We set orange view's top, leading, trailing constraint to main view as 0.
Same, we set green view's bottom, leading, trailing constraint to main views as 0.

Now,
We select height constraint of orange view equal to main view's height. And set multiplier 0.6. It shows ratio of orange view's height to main view's height. We have set 0.6 = 60/100 . So orange view's height become 60% of main view's height.

 Set multiplier of height constraint in size inspector

Same we have done with green view and set multiplier 0.4 = 40/100 means 40%.

If you have any comment, question, or recommendation, feel free to post them in the comment section below!

### What is priority in constraints?

Ans :

Constant priority is a number to determine how important is that constraint. The number can range from 1 to 1000, the higher the number goes, the more important a constraint is. Lower priority in screen seen like dashed blue line.

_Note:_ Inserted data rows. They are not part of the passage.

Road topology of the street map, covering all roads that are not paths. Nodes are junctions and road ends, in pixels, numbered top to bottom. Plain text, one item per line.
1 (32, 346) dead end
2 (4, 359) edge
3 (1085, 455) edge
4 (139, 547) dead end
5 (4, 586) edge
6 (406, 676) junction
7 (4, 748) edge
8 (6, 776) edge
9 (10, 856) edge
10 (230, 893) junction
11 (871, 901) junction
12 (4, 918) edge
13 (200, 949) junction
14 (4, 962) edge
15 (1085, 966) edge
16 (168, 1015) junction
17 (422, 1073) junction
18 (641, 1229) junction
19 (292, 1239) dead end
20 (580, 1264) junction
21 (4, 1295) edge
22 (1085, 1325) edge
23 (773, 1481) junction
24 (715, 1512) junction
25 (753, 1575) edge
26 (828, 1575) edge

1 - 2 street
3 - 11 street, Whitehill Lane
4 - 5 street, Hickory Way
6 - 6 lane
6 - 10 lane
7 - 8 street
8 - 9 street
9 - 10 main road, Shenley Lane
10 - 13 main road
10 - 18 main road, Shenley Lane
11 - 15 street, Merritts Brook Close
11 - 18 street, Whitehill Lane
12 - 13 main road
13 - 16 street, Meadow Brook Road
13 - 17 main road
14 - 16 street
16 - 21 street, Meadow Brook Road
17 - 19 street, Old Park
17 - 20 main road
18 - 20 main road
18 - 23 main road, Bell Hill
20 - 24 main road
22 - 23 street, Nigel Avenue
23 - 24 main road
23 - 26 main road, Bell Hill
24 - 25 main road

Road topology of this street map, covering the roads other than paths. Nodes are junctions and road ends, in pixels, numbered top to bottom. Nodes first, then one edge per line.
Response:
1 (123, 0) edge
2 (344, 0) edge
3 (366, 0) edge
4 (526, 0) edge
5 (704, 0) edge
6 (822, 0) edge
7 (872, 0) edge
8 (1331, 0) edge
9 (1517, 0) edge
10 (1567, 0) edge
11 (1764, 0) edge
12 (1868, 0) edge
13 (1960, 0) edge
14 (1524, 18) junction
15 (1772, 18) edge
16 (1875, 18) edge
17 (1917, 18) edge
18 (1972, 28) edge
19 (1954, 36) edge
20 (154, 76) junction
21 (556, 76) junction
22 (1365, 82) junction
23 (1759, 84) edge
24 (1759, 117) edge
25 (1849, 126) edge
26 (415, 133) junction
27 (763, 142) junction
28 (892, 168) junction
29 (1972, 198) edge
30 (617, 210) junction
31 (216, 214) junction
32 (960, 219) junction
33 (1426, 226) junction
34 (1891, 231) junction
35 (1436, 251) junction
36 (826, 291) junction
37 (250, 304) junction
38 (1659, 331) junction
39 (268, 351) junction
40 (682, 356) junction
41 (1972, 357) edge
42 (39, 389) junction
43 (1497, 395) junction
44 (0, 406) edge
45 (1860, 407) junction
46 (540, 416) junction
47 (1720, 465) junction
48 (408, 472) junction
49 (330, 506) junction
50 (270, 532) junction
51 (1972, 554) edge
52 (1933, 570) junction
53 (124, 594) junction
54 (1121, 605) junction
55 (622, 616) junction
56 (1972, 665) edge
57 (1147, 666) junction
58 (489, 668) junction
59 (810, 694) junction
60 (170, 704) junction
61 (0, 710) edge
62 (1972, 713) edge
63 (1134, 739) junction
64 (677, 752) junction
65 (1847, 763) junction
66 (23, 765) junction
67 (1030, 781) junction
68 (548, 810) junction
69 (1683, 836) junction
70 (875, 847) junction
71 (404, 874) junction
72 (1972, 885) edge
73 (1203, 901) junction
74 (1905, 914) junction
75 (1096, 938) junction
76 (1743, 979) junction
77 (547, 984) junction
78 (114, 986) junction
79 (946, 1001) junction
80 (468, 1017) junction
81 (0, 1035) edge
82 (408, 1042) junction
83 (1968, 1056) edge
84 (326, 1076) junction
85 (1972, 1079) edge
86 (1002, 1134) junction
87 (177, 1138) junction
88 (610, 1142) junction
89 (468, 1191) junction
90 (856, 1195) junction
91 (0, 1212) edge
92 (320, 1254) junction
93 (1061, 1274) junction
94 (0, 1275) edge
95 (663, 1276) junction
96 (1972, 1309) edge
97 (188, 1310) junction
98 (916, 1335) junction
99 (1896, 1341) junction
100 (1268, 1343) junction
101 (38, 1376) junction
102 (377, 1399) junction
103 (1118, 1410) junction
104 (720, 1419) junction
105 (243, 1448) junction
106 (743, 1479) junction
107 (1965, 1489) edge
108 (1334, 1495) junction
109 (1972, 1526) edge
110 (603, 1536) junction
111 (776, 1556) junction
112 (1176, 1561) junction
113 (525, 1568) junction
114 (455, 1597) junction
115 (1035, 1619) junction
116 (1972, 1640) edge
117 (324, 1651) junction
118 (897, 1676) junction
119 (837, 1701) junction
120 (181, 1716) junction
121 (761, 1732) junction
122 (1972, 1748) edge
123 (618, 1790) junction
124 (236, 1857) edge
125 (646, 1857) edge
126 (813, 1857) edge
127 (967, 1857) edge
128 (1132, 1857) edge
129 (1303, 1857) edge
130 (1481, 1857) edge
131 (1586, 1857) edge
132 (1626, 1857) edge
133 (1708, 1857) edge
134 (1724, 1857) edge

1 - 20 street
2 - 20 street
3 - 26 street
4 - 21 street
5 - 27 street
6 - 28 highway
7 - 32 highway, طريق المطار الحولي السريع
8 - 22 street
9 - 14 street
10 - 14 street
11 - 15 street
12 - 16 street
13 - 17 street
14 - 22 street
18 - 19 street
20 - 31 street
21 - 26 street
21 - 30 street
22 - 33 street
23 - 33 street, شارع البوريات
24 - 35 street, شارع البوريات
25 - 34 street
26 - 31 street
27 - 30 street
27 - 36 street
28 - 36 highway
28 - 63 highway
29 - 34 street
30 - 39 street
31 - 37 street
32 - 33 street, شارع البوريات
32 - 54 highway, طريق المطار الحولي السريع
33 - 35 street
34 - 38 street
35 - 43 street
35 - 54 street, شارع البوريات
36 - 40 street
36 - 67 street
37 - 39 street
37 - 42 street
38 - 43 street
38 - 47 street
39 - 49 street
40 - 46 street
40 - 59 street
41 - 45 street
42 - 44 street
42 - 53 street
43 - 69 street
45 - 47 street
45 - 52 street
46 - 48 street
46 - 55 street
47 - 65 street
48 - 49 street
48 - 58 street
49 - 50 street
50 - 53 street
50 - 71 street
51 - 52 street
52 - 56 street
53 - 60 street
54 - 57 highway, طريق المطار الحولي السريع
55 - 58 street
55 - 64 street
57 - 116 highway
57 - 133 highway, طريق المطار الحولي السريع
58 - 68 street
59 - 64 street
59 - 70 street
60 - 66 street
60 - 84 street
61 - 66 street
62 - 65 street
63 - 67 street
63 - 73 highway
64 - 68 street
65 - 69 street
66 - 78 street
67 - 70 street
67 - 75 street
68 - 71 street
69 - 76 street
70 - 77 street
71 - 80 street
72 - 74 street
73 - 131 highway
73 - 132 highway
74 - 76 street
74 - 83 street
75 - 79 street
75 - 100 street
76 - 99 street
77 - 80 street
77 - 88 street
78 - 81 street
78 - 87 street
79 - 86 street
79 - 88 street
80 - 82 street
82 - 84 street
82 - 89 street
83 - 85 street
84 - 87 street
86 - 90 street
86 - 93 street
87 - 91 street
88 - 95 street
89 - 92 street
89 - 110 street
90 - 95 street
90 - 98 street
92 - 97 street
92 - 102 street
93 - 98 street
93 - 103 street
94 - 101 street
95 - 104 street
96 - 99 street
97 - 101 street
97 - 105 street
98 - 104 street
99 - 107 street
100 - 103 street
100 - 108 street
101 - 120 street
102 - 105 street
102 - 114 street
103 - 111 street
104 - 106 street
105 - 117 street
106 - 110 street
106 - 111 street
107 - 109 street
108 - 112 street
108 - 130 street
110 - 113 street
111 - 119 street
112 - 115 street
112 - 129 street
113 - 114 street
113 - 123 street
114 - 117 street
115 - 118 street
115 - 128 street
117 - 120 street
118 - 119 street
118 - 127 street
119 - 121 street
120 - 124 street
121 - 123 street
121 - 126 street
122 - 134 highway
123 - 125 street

This is useful when two constraint make conflict.

Example :

Let's take one UIView and place them in main view.

Set Leading and Trailing constraint is 40,40.
Set width and height is 240,240.

Now if iPhone SE is selected, then all goes fine. No red line will show about conflicting constraints due to iPhone SE width is 320. So if it takes 40,40 as leading and constraints, it will calculate view's width as 240. And we also set width constraint as 240. So there is no conflicting.

But if iPhone 8 is selected then view's width constraint is conflicting with leading, trailing constraints.
iPhone 8 width = 375 - 40 - 40 = 295 But we have set width constraint as 240. So here conflicting occurs.

Solution :

If we set width constraint priority 900 then its priority is lower than leading and trailing priority(1000) So width constraint will be ignored here. So when we do some auto layout and we feel conflicting constraint, we can lower priority of constraint according to requirement.

### What is multiplier and ratio in auto layout in ios?

Ans :

Difference between Multiplier and Ratio :

There is not any difference. Both are using for same purpose.

The Aspect Ratio is really just a convenient way to express the Multiplier when working in Interface Builder. It effectively gets "converted" to a multiplier.

You can confirm this while debugging by inspecting the constraint's .multiplier property. If you set a view's width to 60, and multiplier to 1:2 (resulting in an auto-layout height of 120), the actual value of .multiplier will be 0.5.

So, in my view, it depends on what feels more natural.

If I want a view to be 90% of the width of another view, I am much more likely to set the Multiplier to 0.9 --- which gives the exact same result as setting it to 9:10.

However, if I want a view to maintain an aspect ration of, say, 3-to-2, I am much more likely to set the Multiplier to 3:2 rather than 1.5.

Using a ratio can also be convenient when you have "non-simple" values. That is, it's easy to understand that a ratio of 3:2 is the same as 1.5. But what if I have an image with native size of 281 x 60, and I want to use those values to maintain ratio? 281:60 is easier to understand than .multiplier = 4.68333339691162.

And, while they are interchangeable, it is probably a bit more intuitive to use Ratio when constraining an object to itself - e.g. I want my view's width to be 2 x its own height, so 2:1 - and using Multiplier when constraining one object to another - e.g. I want my view's width to be 75% of the width of its superview, so 0.75.